Bishop Braxton makes school visit to Sr. Thea Bowman

During the fall as students return to school, Bishop Edward K. Braxton begins to fill his calendar with pastoral visits to diocesan Catholic elementary and high schools. This year is no different.

During his visits this fall, the bishop spoke to young people about the need to vote, to be informed about issues and that neither the bishop nor other clergy should tell people how to vote but that an informed voter, casting a ballot is not only a right but also a responsibility. One more school visit at Holy Trinity in Fairview Heights at the end of November will finish this group before scheduling the next visits.

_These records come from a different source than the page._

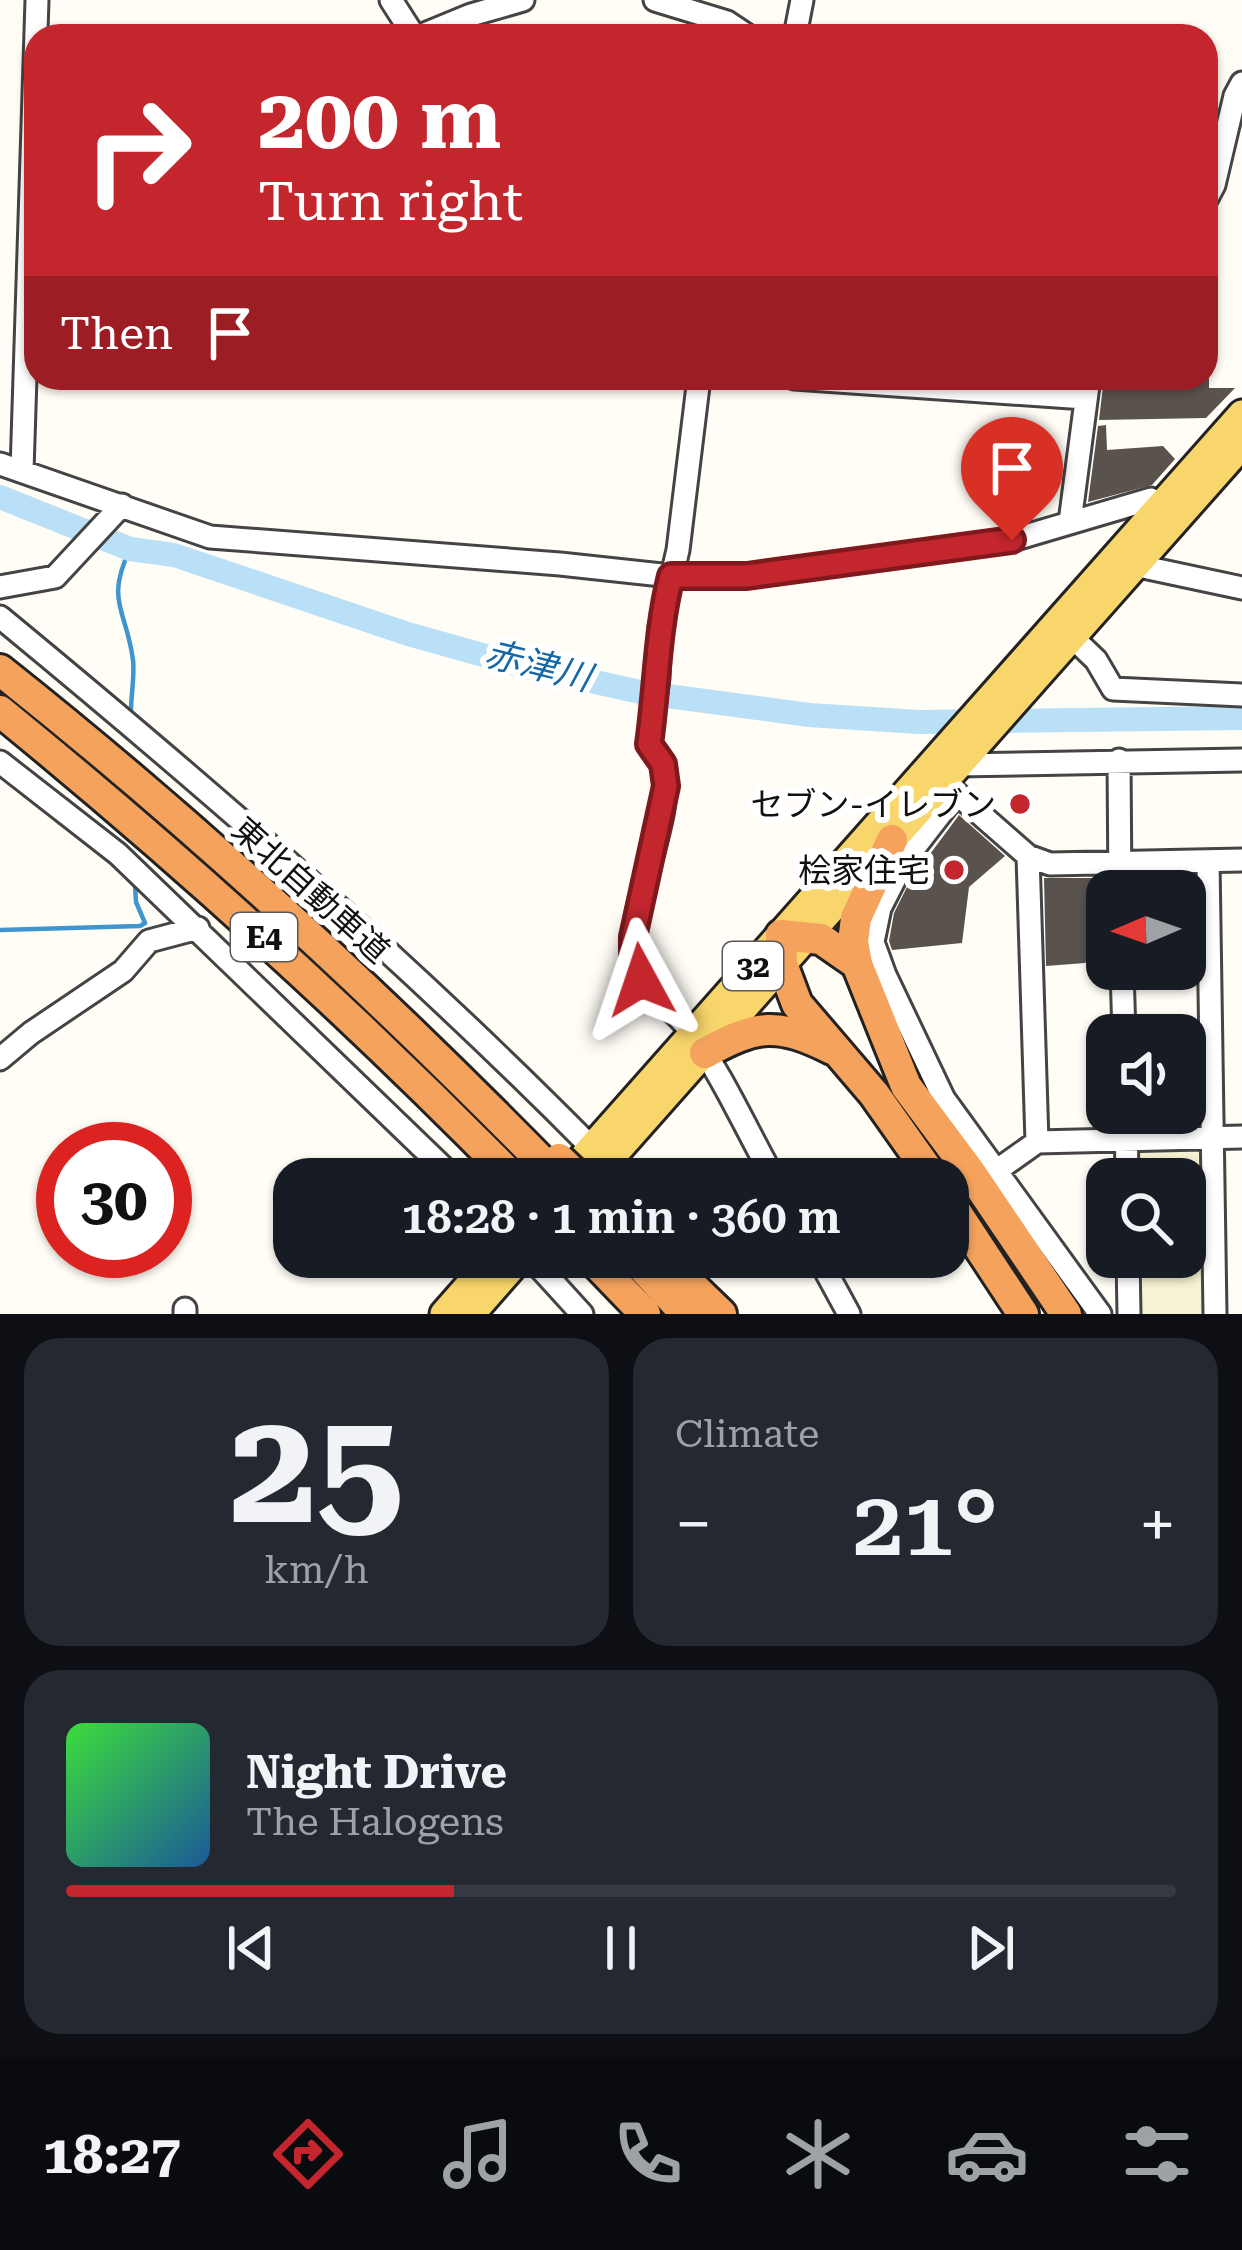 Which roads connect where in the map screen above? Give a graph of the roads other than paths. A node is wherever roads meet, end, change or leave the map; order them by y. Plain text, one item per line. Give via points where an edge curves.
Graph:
1 (523, 0) edge
2 (655, 0) edge
3 (447, 24) edge
4 (730, 24) edge
5 (1242, 83) edge
6 (1218, 168) edge
7 (24, 234) edge
8 (698, 390) edge
9 (1087, 390) edge
10 (1242, 414) edge
11 (1242, 445) edge
12 (11, 468) edge
13 (122, 506) junction
14 (1171, 509) junction
15 (1070, 522) junction
16 (1134, 565) junction
17 (671, 576) junction
18 (0, 587) edge
19 (1242, 588) edge
20 (0, 617) edge
21 (1071, 636) junction
22 (0, 670) edge
23 (1017, 682) junction
24 (1242, 695) edge
25 (0, 711) edge
26 (1119, 760) junction
27 (1242, 760) edge
28 (0, 762) edge
29 (949, 769) junction
30 (892, 840) junction
31 (1028, 856) junction
32 (1242, 860) edge
33 (1208, 861) junction
34 (1119, 862) junction
35 (1119, 870) edge
36 (197, 928) junction
37 (790, 945) junction
38 (857, 964) junction
39 (699, 1044) junction
40 (838, 1052) junction
41 (0, 1059) edge
42 (1126, 1134) edge
43 (1242, 1137) edge
44 (1212, 1138) junction
45 (1126, 1140) junction
46 (1037, 1142) junction
47 (592, 1148) junction
48 (433, 1158) edge
49 (493, 1158) edge
50 (546, 1158) edge
51 (580, 1158) edge
52 (609, 1158) edge
53 (762, 1158) edge
54 (918, 1158) edge
55 (1126, 1158) edge
56 (996, 1172) junction
57 (969, 1232) edge
58 (1035, 1269) junction
59 (476, 1278) edge
60 (506, 1278) edge
61 (547, 1278) edge
62 (611, 1278) edge
63 (653, 1278) edge
64 (684, 1278) edge
65 (829, 1278) edge
66 (1128, 1278) edge
67 (1004, 1285) junction
68 (444, 1314) edge
69 (471, 1314) edge
70 (582, 1314) edge
71 (646, 1314) edge
72 (686, 1314) edge
73 (721, 1314) edge
74 (849, 1314) edge
75 (1023, 1314) edge
76 (1037, 1314) edge
77 (1056, 1314) edge
78 (1066, 1314) edge
79 (1100, 1314) edge
80 (1129, 1314) edge
81 (1215, 1314) edge

1 - 3 street
2 - 4 street
5 - 6 street
7 - 12 street
8 - 17 street
9 - 15 street
10 - 14 main road, 32
11 - 14 main road, 32
12 - 13 street
13 - 17 street via 210,537
13 - 18 street via 55,577
14 - 15 street via 1151,499
14 - 16 main road, 32
14 - 23 main road, 32
15 - 17 street via 1012,540 830,566
16 - 19 street
16 - 21 main road, 32
17 - 39 street via 649,744 666,786 633,960 641,980
20 - 47 street via 205,786 480,1034
21 - 23 main road, 32
21 - 24 street via 1113,689
22 - 50 highway, 東北自動車道 / E4 via 244,876
23 - 29 main road, 32
25 - 49 highway, 東北自動車道 / E4 via 221,898
26 - 27 street
26 - 29 street
26 - 34 street
28 - 36 street
29 - 30 main road, 32
29 - 31 street
29 - 37 main road, 32
29 - 56 street via 880,908 873,942 944,1099
30 - 37 main road, 32
30 - 38 highway via 856,918
31 - 34 street via 1050,864
31 - 46 street
32 - 33 street
33 - 34 street
33 - 44 street
34 - 35 street
36 - 41 street via 149,941 123,971
36 - 48 street
37 - 38 highway via 821,939
37 - 39 main road, 32
37 - 40 highway via 796,1004
38 - 58 highway via 906,1086
39 - 40 highway via 777,1029
39 - 47 main road, 32
39 - 52 main road, 32
39 - 53 street
40 - 54 highway
42 - 45 street
43 - 44 street
44 - 45 street
44 - 81 street
45 - 46 street
45 - 55 street
46 - 56 street
47 - 51 main road, 32
56 - 79 street
57 - 67 highway
58 - 77 highway
58 - 78 highway
59 - 68 main road
60 - 69 main road
61 - 70 street
62 - 71 highway
63 - 72 highway
64 - 73 highway
65 - 74 street
66 - 80 street
67 - 75 highway
67 - 76 highway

On Oct. 27, the bishop visited Sr. Thea Bowman Catholic School where he was celebrant and homilist at a Mass during his pastoral visit. In addition to students, faculty and staff, donors, benefactors and volunteers also attended the liturgy where the bishop thanked them for their help in sustaining the school. He also told them the story of the school’s namesake, including that Sr. Thea Bowman was a personal friend of his.

Principal, Daniel Nickerson, said he is happy to have visitors to the school “because once they visit our school, they realize that Sr. Thea’s spirit is alive and well in all that we do. By focusing on faith formation and the idea of being a Peacemaker first, our students build a unique relationship with God and a strong self-assurance that helps them navigate so many challenges in life.”

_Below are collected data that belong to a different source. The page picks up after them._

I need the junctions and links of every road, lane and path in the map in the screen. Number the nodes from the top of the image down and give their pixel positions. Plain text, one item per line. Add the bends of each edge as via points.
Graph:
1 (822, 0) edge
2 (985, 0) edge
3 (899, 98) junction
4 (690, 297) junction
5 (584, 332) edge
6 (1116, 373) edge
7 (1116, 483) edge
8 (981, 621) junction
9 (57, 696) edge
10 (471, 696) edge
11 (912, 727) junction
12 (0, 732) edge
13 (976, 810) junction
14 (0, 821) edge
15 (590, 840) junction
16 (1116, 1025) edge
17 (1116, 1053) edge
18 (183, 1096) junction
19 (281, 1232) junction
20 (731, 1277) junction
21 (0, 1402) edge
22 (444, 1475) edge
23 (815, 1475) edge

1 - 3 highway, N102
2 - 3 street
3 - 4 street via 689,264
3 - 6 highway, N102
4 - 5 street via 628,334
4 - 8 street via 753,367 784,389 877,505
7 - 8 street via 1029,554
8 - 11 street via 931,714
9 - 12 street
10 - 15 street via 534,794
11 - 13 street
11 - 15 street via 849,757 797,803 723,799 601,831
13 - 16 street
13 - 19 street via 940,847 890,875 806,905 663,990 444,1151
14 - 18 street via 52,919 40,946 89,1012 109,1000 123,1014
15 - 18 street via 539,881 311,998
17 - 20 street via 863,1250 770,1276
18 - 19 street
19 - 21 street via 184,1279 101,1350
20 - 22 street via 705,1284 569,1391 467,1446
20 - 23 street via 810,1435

With more than 125 students, Sr. Thea Bowman keeps pace with the enrollment of other Catholic schools in the diocese. Some important facts about the school’s students: 100 percent graduate from high school, with many of them enrolling in Althoff Catholic High School in Belleville.
About 95 percent of graduates also go on to college after high school.

While more than 90 percent of the students receive Title I services and free or reduced lunch, they make great strides during their time as students at the school.
“Our holistic learning approach of language arts, math, science, religion and Spanish is integrated with our education through music and the arts,” Roberta Trost, advancement director, said. “Every student plays the violin, participates in liturgical praise dance, ballroom dance, choir and visual arts.”
Before Bishop Braxton visited the school, teachers reviewed his pastoral letter with the students.

While he noted the pastoral was meant for adults, the bishop said “students had some very good questions.”

Reflecting on the bishop’s visit, Nickerson said: “I am always amazed how we see strong academic growth after our students start to know who they are and what they are supposed to be doing in life based on the values we work so hard to instill in them.”